══ INPUT MATERIAL ══

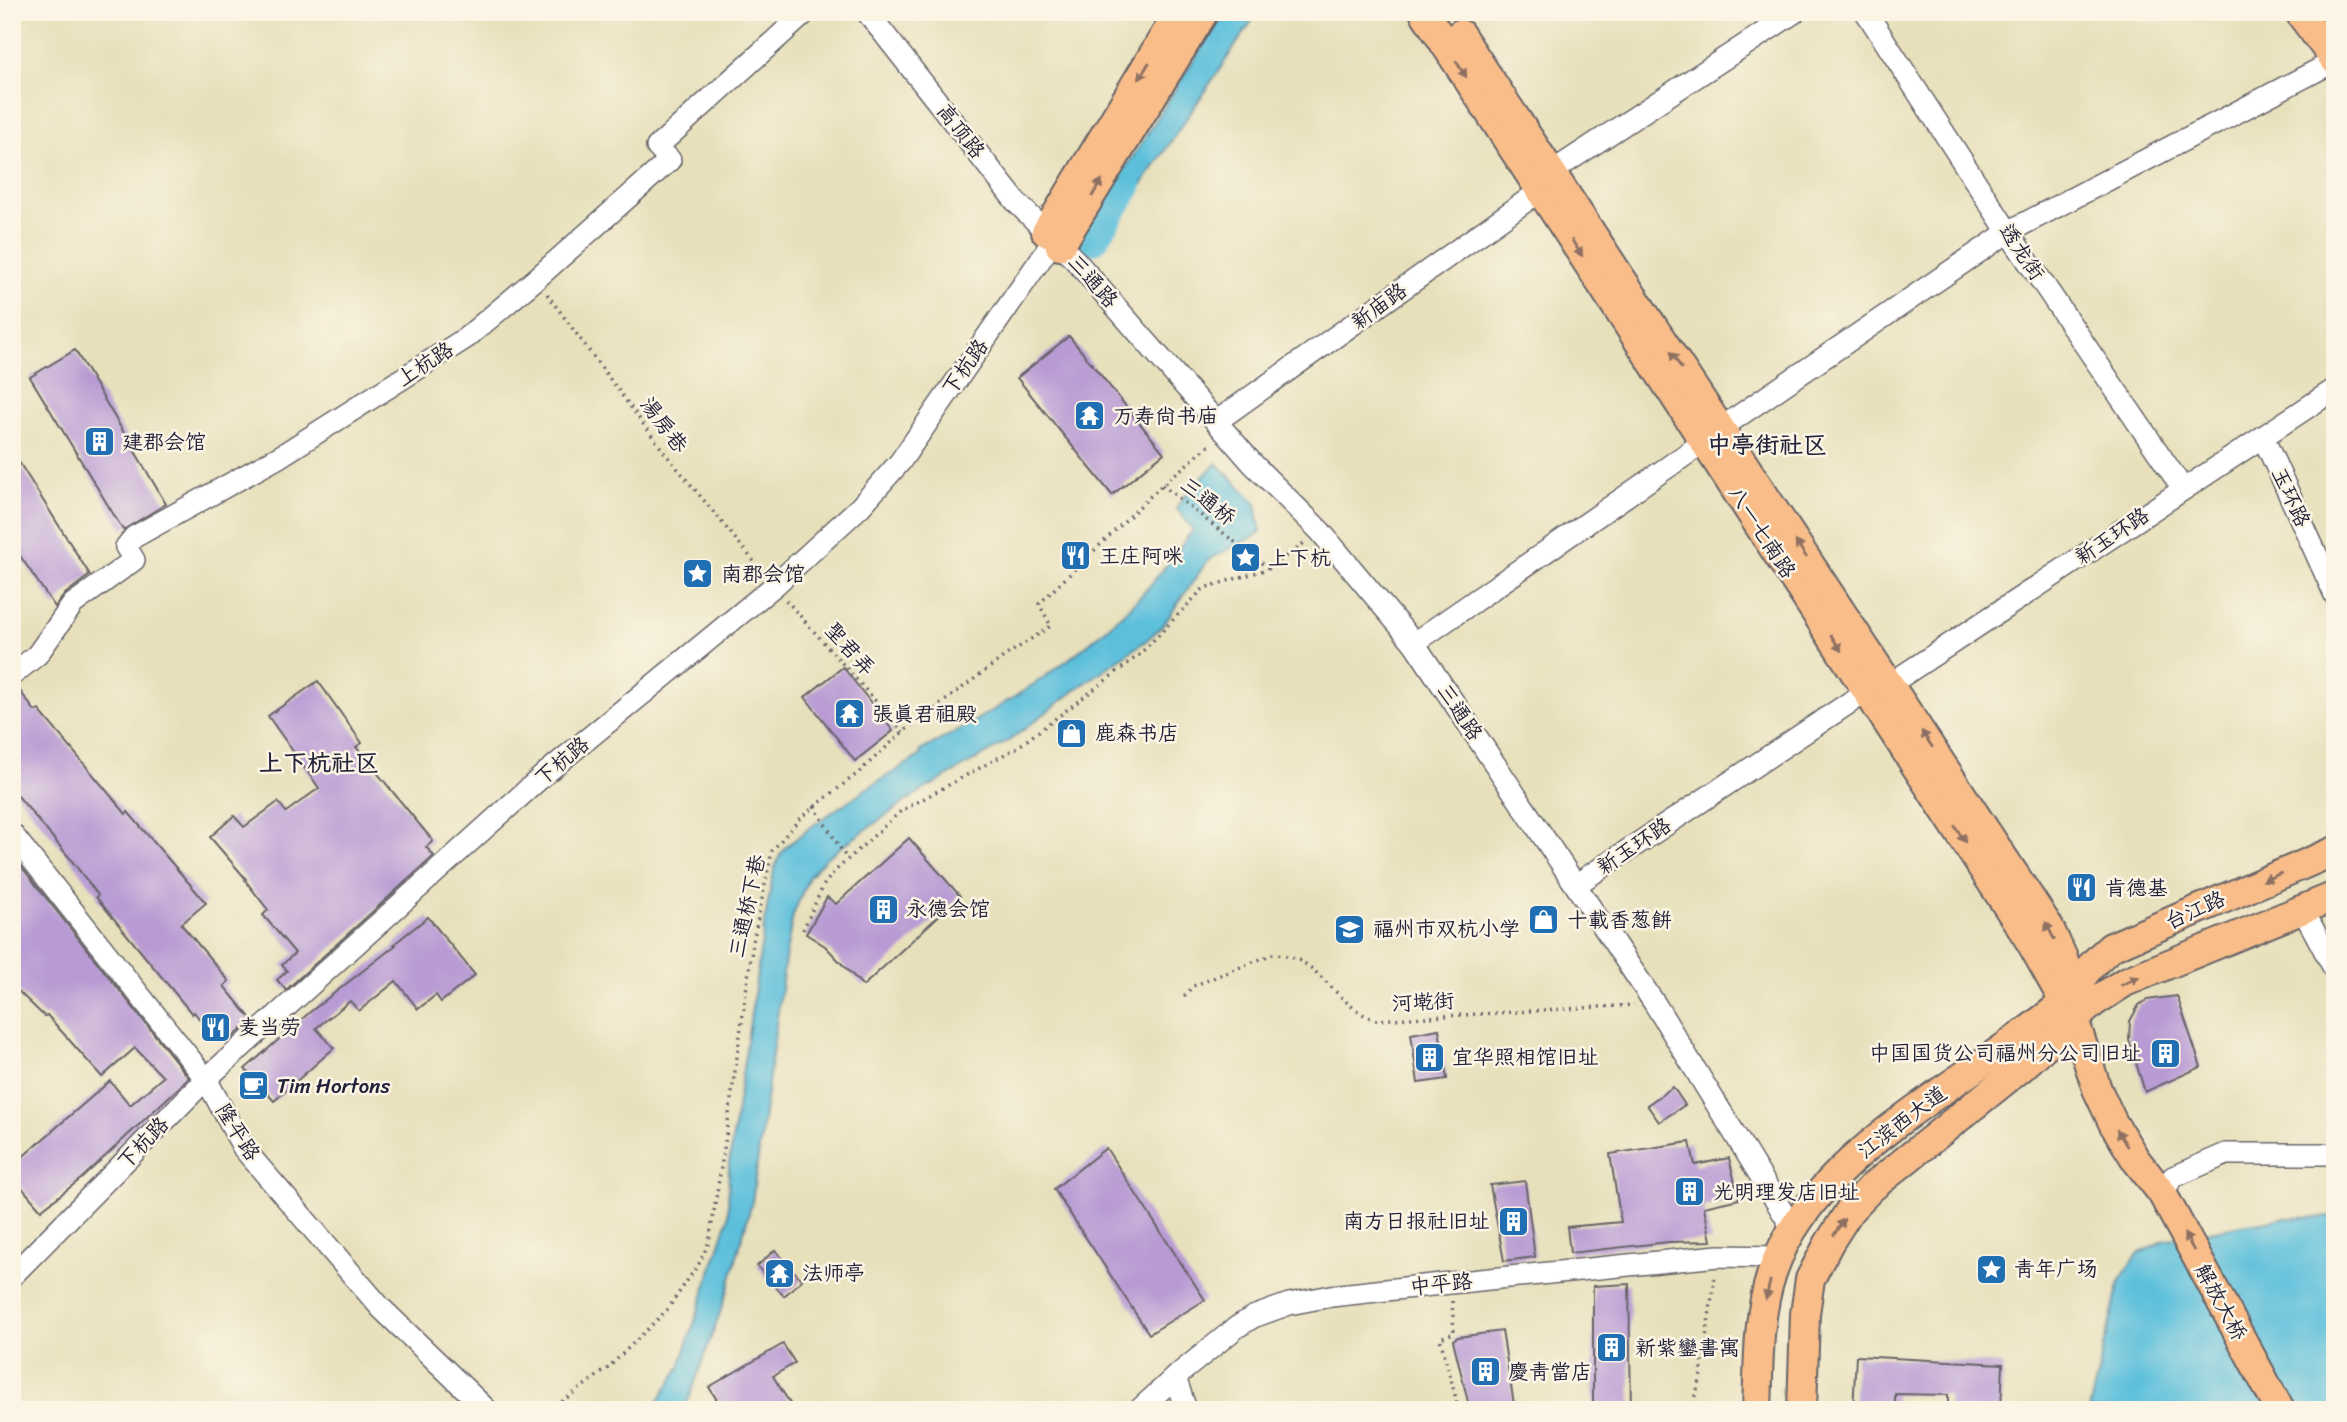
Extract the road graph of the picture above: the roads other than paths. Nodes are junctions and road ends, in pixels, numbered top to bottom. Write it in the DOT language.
graph roads {
  1 [pos="806,12"];
  2 [pos="867,12"];
  3 [pos="1179,12"];
  4 [pos="1204,12"];
  5 [pos="1424,12"];
  6 [pos="1446,12"];
  7 [pos="1795,12"];
  8 [pos="1866,12"];
  9 [pos="2299,12"];
  10 [pos="2323,12"];
  11 [pos="2335,28"];
  12 [pos="2335,61"];
  13 [pos="1546,181"];
  14 [pos="2008,232"];
  15 [pos="1053,239"];
  16 [pos="2335,389"];
  17 [pos="1222,426"];
  18 [pos="1713,435"];
  19 [pos="2263,438"];
  20 [pos="2183,489"];
  21 [pos="2335,595"];
  22 [pos="1414,643"];
  23 [pos="12,675"];
  24 [pos="1878,687"];
  25 [pos="12,834"];
  26 [pos="2335,851"];
  27 [pos="1577,884"];
  28 [pos="2335,896"];
  29 [pos="2302,910"];
  30 [pos="2335,970"];
  31 [pos="2071,1005"];
  32 [pos="206,1079"];
  33 [pos="2335,1154"];
  34 [pos="2162,1193"];
  35 [pos="1793,1229"];
  36 [pos="1778,1257"];
  37 [pos="12,1276"];
  38 [pos="1175,1377"];
  39 [pos="487,1410"];
  40 [pos="1139,1410"];
  41 [pos="1186,1410"];
  42 [pos="1757,1410"];
  43 [pos="1802,1410"];
  44 [pos="2280,1410"];
  1 -- 23 [label="street, 上杭路"];
  2 -- 15 [label="street, 高顶路"];
  3 -- 15 [label="main road, 下杭路, one-way"];
  15 -- 4 [label="main road, 下杭路, one-way"];
  5 -- 13 [label="main road, 八一七南路, one-way"];
  6 -- 13 [label="main road, 八一七南路"];
  7 -- 13 [label="street, 新庙路"];
  8 -- 14 [label="street, 透龙街"];
  9 -- 12 [label="main road"];
  10 -- 11 [label="main road"];
  12 -- 14 [label="street"];
  13 -- 17 [label="street, 新庙路"];
  13 -- 18 [label="main road, 八一七南路"];
  14 -- 18 [label="street"];
  14 -- 20 [label="street, 透龙街"];
  15 -- 17 [label="street, 三通路"];
  15 -- 32 [label="street, 下杭路"];
  16 -- 19 [label="street, 新玉环路"];
  17 -- 22 [label="street, 三通路"];
  18 -- 22 [label="street"];
  18 -- 24 [label="main road, 八一七南路"];
  19 -- 20 [label="street, 新玉环路"];
  19 -- 21 [label="street, 玉环路"];
  20 -- 24 [label="street, 新玉环路"];
  22 -- 27 [label="street, 三通路"];
  24 -- 27 [label="street, 新玉环路"];
  24 -- 31 [label="main road, 八一七南路"];
  25 -- 32 [label="street, 隆平路"];
  26 -- 31 [label="main road, 台江路, one-way"];
  27 -- 35 [label="street, 三通路"];
  28 -- 29 [label="main road, 台江路"];
  29 -- 30 [label="street"];
  31 -- 29 [label="main road, 台江路, one-way"];
  34 -- 31 [label="main road, 八一七南路, one-way"];
  31 -- 35 [label="main road, 江滨西大道"];
  43 -- 31 [label="main road, 江滨西大道, one-way"];
  32 -- 37 [label="street, 下杭路"];
  32 -- 39 [label="street, 隆平路"];
  33 -- 34 [label="street"];
  44 -- 34 [label="main road, 解放大桥, one-way"];
  35 -- 36 [label="main road, 江滨西大道"];
  36 -- 38 [label="street, 中平路"];
  36 -- 42 [label="main road, 江滨西大道, one-way"];
  38 -- 40 [label="street, 中平路"];
  38 -- 41 [label="street"];
}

═══

» **WORK INSTRUCTION**:
Look through the entries above. Copy out every line holding the word "八一七南路".

» **EXERCISE SOLUTION**:
  5 -- 13 [label="main road, 八一七南路, one-way"];
  6 -- 13 [label="main road, 八一七南路"];
  13 -- 18 [label="main road, 八一七南路"];
  18 -- 24 [label="main road, 八一七南路"];
  24 -- 31 [label="main road, 八一七南路"];
  34 -- 31 [label="main road, 八一七南路, one-way"];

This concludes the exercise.